Así, estas agrupaciones online ofrecen una explicación aparentemente coherente para las inseguridades sexuales y de género: es culpa de las mujeres, como si un mundo solo de hombres fuese la solución frente a la complejidad y vulnerabilidad que implica establecer relaciones significativas con cualquiera, con independencia de su género. Muchas de las imposiciones de la masculinidad –lo que se les exige para conformar su identidad de género: ser dominantes, firmes, ganar más que las mujeres…–, y aunque esto también está cambiando, chocan con las expectativas de las mujeres que han atravesado la ola feminista. Las mujeres han logrado transformar significativamente lo que significa ser mujer, ampliando sus posibilidades y opciones vitales. En cambio, muchos jóvenes varones se encuentran atrapados entre las demandas que imponen las “nuevas masculinidades” y las viejas expectativas que todavía persisten. De hecho, aún existen muchas chicas que se sienten atraídas por la figura del chico duro con moto. Así, cuando las posibilidades se multiplican, la complejidad aumenta, haciendo que la construcción de su identidad masculina resulte más difícil y, en ocasiones, conduzca a oscuros callejones digitales sin salida.
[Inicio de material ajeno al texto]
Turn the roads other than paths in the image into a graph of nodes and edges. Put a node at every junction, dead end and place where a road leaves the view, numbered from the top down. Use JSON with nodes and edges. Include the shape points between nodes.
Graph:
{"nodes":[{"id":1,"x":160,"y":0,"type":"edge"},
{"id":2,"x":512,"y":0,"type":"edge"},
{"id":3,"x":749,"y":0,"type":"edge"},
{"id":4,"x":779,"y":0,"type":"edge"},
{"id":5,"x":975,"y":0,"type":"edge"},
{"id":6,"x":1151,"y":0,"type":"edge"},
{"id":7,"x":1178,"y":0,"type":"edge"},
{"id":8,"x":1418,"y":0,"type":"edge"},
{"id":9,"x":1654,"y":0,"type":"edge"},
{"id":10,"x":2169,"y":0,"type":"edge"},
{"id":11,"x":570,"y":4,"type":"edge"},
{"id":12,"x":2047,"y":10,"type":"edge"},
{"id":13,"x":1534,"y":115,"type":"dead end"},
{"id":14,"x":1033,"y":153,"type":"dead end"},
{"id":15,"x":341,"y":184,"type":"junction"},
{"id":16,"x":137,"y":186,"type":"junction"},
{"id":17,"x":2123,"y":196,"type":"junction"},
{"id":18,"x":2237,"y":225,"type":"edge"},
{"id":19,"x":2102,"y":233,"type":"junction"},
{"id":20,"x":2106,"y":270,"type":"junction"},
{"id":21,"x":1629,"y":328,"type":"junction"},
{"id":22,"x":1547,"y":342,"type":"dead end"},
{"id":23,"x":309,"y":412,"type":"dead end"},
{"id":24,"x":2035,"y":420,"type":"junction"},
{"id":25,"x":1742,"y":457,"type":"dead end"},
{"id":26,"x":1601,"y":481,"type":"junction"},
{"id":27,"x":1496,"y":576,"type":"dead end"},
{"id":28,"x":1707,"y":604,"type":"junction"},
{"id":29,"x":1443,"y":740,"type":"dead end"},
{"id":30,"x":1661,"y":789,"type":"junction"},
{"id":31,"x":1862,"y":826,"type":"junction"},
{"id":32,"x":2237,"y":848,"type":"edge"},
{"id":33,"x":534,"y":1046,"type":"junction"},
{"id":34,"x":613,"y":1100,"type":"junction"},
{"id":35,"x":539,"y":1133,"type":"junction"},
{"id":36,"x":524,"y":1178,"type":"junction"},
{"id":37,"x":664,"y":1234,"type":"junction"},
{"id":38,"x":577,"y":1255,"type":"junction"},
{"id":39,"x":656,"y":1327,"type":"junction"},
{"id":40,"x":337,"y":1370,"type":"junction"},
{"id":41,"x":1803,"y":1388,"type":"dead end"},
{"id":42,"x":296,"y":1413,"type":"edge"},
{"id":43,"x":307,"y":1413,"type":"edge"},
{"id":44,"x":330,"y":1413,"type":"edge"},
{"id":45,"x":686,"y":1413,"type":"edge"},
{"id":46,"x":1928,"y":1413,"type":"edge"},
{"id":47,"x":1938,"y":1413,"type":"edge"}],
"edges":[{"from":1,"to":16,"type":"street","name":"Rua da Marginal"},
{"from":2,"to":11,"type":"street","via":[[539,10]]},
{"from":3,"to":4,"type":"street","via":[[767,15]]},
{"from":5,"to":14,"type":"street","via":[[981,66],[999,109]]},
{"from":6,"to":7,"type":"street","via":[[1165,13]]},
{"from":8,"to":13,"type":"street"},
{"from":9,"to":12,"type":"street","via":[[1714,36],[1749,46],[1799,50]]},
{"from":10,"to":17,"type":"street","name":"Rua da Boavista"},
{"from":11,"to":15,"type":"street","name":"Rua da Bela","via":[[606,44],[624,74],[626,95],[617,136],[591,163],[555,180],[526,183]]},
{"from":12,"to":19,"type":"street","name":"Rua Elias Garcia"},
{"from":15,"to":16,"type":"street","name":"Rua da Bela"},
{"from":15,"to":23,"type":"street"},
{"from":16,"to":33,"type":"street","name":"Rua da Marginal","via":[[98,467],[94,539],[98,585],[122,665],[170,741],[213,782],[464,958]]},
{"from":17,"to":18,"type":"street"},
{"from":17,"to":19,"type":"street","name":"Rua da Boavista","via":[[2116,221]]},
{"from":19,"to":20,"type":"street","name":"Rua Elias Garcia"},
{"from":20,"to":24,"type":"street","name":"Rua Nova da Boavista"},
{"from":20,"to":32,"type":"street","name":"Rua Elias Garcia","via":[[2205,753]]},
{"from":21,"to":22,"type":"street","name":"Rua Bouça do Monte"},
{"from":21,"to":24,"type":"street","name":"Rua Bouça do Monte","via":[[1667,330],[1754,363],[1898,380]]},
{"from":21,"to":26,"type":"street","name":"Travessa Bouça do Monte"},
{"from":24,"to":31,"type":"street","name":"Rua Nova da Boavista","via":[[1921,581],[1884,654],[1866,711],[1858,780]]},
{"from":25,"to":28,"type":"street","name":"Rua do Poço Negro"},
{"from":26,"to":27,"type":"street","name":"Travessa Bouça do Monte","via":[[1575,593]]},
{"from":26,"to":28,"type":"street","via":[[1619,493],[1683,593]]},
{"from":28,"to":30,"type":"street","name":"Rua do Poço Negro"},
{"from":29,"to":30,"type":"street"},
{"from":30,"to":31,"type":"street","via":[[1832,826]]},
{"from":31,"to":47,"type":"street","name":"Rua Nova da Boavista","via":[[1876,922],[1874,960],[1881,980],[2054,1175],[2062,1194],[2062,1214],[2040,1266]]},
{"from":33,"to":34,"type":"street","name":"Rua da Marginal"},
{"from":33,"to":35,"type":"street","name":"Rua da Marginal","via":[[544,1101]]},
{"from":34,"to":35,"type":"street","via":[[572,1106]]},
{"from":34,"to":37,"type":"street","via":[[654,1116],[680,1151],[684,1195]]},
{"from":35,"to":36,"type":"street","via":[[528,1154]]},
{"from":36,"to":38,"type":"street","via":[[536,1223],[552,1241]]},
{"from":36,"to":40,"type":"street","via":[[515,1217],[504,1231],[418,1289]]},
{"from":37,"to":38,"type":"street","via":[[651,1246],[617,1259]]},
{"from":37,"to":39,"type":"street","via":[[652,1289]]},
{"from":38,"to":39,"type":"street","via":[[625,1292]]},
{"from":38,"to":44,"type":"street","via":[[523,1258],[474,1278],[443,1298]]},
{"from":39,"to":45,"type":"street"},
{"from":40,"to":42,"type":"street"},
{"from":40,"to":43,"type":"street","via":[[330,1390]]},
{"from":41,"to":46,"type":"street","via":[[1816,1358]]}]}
La masculinidad no es una identidad dada, sino un proceso en constante construcción, atravesado por tensiones entre lo que se supone que debes ser y lo que realmente puedes alcanzar. Nunca se llega (a la feminidad le sucede algo parecido). Esta condición permanente de frustración genera malestares profundos, especialmente entre los jóvenes, que muchas veces carecen de herramientas para procesarlos colectivamente o para nombrarlos políticamente. En lugar de interpretar este malestar como consecuencia de mandatos de género imposibles, de la precariedad vital o el aislamiento emocional, algunos lo transforman en resentimiento contra las mujeres, a quienes culpan de sus insatisfacciones afectivas o sexuales. Esta es la lógica detrás de subculturas digitales como la incel, que convierten la frustración masculina en ideología misógina y organización identitaria. Su peligro radica precisamente en eso: en articular una respuesta política reaccionaria a angustias múltiples. En vez de intentar romper con los mandatos que los oprimen, estos jóvenes refuerzan mecanismos centrales de su propia dominación, como los roles de género patriarcales. Pero esta dominación tradicional es cada vez menos viable: no se dan las condiciones económicas para sostenerla –la inmensa mayoría de las mujeres no dependen de los hombres para su sustento–, y tampoco están dispuestas a aceptarla. Este modelo de hombre dominante se desmorona por sí mismo. Frente a esta realidad, solo quedan dos opciones: abandonar definitivamente los roles de dominación o quedar atrapados en el ciclo destructivo del resentimiento. El feminismo debería acompañar también este proceso de liberación.